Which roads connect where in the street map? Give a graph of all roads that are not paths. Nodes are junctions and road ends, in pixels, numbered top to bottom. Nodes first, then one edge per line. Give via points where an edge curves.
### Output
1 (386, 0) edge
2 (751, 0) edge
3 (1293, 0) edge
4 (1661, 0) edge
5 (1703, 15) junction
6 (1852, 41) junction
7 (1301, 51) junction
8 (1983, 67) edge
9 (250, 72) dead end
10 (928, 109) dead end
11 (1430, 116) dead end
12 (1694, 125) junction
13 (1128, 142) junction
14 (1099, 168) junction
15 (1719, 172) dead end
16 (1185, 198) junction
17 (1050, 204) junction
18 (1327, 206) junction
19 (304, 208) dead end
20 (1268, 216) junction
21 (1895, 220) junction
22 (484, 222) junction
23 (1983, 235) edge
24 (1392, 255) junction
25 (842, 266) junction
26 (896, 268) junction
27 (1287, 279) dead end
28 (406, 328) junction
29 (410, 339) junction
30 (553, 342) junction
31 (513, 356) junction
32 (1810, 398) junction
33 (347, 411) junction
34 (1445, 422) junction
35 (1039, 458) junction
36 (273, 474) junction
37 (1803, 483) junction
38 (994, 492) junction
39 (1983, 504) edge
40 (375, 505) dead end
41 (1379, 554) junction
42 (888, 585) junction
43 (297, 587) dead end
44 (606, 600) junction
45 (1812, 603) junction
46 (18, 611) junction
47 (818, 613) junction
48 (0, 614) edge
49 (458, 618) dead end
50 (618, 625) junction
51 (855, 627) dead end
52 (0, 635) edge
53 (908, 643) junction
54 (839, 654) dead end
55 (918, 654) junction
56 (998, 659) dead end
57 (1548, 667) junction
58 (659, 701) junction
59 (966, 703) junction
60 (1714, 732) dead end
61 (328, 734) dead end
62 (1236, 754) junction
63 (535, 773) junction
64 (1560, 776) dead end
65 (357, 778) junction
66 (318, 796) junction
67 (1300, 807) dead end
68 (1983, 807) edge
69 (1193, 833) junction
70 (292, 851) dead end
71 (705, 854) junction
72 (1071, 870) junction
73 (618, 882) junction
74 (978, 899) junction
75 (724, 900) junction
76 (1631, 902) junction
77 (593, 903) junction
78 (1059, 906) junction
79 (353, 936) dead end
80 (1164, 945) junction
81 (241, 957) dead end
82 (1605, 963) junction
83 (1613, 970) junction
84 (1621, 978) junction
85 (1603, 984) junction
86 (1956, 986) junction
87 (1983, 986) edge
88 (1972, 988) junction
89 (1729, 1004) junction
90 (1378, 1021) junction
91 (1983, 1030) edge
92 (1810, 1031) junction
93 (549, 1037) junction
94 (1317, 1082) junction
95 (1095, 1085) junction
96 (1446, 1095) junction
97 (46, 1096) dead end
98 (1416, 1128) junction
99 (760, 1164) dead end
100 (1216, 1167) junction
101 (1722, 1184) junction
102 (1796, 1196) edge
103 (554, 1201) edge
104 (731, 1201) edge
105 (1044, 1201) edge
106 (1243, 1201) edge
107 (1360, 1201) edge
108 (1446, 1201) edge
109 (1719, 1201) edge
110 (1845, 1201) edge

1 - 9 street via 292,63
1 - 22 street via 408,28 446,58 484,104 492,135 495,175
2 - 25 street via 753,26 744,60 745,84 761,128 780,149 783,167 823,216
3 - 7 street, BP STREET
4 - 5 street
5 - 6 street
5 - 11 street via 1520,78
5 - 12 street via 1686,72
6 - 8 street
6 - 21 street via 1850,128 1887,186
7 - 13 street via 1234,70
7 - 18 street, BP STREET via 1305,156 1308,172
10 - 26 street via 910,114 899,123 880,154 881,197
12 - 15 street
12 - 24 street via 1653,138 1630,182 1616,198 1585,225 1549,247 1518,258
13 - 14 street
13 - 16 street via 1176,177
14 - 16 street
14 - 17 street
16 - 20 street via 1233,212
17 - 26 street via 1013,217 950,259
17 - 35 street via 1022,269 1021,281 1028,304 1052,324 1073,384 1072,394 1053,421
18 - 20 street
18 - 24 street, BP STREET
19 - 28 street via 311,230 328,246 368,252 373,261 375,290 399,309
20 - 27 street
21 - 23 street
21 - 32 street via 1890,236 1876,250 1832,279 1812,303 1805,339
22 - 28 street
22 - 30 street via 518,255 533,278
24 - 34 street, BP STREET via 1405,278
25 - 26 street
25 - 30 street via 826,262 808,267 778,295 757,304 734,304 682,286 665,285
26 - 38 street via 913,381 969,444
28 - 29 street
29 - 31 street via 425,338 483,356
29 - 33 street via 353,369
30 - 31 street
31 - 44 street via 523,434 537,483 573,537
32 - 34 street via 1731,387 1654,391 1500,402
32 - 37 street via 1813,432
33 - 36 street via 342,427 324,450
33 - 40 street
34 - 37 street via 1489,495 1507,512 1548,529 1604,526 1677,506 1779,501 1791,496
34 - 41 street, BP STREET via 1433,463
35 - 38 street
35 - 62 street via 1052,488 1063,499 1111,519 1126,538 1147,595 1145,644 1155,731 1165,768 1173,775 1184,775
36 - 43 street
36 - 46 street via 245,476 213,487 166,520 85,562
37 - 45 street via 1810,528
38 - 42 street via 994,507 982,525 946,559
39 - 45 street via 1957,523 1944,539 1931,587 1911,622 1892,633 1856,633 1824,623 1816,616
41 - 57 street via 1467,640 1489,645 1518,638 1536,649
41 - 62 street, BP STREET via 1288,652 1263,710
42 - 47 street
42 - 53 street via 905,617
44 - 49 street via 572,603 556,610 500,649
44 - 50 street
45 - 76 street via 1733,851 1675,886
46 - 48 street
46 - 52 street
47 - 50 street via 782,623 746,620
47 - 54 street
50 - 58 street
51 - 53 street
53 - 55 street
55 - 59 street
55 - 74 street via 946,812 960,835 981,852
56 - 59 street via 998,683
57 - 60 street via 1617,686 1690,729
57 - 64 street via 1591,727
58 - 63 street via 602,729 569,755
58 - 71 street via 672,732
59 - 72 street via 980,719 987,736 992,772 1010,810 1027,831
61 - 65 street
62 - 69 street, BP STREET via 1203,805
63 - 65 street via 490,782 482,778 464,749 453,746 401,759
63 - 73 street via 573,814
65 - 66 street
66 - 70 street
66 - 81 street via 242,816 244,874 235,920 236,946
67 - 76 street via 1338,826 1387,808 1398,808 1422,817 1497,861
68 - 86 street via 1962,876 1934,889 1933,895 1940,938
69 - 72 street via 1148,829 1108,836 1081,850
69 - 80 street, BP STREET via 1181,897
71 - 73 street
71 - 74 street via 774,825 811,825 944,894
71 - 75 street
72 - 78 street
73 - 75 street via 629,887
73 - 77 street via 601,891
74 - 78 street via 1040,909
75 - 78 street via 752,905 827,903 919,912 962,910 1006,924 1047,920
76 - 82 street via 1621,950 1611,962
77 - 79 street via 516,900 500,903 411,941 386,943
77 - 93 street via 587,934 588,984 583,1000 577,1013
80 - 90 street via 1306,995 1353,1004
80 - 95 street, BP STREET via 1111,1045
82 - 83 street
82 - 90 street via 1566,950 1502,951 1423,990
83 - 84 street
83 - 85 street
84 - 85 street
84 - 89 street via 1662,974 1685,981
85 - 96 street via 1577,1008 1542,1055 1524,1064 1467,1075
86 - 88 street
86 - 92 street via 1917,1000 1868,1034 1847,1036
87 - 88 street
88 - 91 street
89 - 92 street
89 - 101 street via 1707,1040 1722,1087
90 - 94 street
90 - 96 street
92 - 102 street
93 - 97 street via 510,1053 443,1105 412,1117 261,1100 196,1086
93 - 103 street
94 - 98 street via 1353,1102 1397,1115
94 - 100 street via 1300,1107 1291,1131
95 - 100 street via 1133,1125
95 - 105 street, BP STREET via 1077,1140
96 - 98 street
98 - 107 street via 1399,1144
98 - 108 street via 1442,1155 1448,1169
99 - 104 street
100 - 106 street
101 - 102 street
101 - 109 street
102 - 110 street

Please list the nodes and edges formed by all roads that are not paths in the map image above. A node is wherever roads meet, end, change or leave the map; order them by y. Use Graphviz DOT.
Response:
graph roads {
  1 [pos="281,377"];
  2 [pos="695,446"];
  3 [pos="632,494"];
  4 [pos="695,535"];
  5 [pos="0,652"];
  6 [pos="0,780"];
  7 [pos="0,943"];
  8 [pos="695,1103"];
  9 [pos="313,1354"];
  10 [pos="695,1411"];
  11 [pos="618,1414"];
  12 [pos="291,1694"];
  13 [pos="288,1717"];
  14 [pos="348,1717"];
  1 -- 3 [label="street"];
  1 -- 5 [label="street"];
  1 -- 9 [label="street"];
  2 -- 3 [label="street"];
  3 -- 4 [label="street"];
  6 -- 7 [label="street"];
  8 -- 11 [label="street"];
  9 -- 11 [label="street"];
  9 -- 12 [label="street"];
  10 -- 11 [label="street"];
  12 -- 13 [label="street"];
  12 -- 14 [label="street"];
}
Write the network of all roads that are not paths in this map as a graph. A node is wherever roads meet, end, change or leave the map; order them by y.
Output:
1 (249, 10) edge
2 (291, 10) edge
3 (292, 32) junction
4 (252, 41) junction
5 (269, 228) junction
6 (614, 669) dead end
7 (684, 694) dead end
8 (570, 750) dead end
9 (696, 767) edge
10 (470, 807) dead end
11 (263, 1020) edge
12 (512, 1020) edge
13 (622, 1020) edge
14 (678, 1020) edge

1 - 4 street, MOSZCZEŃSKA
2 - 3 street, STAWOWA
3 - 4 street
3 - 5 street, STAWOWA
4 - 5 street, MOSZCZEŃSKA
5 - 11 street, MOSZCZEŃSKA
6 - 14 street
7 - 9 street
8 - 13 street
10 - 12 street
○ ○ ○ ○ ○ ○ ○
> [TASK ITEM]:
Look through the entries for lines containing the word "STAWOWA" and return each one.

> [OUTPUT]:
2 - 3 street, STAWOWA
3 - 5 street, STAWOWA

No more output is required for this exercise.